"""

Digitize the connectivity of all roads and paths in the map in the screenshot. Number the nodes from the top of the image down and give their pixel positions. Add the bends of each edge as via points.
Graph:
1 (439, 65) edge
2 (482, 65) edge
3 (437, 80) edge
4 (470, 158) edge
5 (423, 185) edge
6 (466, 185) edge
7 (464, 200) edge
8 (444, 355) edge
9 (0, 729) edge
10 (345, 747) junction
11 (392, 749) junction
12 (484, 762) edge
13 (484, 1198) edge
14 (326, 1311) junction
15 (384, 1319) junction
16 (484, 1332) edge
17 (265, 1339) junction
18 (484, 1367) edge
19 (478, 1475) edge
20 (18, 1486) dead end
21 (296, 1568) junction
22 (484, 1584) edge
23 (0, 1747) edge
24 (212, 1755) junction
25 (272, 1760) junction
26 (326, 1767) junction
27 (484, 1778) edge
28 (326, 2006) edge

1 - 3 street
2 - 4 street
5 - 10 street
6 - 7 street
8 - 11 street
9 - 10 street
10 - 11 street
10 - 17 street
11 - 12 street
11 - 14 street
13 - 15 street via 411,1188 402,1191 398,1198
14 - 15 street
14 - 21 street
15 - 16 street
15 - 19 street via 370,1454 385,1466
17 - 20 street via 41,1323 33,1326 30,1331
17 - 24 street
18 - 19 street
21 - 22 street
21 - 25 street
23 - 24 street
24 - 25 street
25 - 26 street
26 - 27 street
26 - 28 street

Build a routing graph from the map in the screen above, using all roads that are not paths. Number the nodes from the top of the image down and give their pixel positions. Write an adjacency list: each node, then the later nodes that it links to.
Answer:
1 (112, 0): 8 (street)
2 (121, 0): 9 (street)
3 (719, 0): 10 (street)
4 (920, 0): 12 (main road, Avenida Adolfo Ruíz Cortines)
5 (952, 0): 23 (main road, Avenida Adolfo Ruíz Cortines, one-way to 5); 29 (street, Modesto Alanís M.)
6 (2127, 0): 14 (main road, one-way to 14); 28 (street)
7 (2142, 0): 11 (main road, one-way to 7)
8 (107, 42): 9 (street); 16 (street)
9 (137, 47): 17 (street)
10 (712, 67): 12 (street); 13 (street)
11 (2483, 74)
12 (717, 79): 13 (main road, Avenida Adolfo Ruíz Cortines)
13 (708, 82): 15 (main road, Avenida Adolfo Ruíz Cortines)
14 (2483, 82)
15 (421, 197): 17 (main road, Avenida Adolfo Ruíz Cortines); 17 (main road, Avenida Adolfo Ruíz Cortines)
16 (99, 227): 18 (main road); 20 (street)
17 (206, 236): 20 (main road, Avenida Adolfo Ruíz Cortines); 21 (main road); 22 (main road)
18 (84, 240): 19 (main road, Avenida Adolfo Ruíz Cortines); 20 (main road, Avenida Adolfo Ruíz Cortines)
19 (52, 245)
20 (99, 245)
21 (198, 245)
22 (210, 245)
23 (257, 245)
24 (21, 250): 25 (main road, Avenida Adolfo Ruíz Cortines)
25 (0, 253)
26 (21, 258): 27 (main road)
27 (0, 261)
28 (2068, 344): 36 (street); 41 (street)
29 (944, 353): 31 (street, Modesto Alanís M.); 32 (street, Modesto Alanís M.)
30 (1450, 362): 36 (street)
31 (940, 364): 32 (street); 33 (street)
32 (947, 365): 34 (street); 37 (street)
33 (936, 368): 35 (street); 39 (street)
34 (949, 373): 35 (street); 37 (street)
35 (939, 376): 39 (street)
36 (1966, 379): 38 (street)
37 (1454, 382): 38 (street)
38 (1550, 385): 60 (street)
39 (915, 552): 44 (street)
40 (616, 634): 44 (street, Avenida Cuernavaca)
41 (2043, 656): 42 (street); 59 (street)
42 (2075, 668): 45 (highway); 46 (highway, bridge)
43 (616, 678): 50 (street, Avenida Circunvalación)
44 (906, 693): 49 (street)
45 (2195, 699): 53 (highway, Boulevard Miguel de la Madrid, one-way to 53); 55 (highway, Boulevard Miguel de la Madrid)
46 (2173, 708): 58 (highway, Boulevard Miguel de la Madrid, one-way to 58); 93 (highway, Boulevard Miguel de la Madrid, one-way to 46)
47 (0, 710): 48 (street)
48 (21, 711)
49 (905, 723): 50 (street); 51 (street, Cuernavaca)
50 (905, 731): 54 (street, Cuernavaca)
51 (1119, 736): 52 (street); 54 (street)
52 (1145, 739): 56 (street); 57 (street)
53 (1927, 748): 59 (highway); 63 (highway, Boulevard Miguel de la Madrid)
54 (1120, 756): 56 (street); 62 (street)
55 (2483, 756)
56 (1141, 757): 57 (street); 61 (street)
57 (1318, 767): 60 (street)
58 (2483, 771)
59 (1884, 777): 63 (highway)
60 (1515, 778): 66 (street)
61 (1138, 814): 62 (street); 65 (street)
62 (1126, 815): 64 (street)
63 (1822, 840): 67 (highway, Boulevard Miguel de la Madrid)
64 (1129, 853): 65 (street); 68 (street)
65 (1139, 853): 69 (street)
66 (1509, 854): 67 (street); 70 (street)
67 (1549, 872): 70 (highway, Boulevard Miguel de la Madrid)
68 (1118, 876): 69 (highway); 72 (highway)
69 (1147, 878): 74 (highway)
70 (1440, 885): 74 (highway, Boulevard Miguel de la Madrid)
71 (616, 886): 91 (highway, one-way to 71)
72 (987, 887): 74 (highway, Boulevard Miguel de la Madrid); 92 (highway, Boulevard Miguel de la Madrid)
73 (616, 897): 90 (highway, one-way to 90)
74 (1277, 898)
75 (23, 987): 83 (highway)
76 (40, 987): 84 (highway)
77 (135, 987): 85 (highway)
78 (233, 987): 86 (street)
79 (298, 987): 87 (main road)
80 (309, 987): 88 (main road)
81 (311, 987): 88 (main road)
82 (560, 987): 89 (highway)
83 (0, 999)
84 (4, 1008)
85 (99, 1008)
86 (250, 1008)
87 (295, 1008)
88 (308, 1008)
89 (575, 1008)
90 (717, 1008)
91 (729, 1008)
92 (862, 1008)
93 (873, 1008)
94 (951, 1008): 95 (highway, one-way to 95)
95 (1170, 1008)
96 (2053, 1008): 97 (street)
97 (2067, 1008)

"""

**Work instruction**
Every line with "junction" in it should be copied from the entries.

**Answer to the problem**
10 (345, 747) junction
11 (392, 749) junction
14 (326, 1311) junction
15 (384, 1319) junction
17 (265, 1339) junction
21 (296, 1568) junction
24 (212, 1755) junction
25 (272, 1760) junction
26 (326, 1767) junction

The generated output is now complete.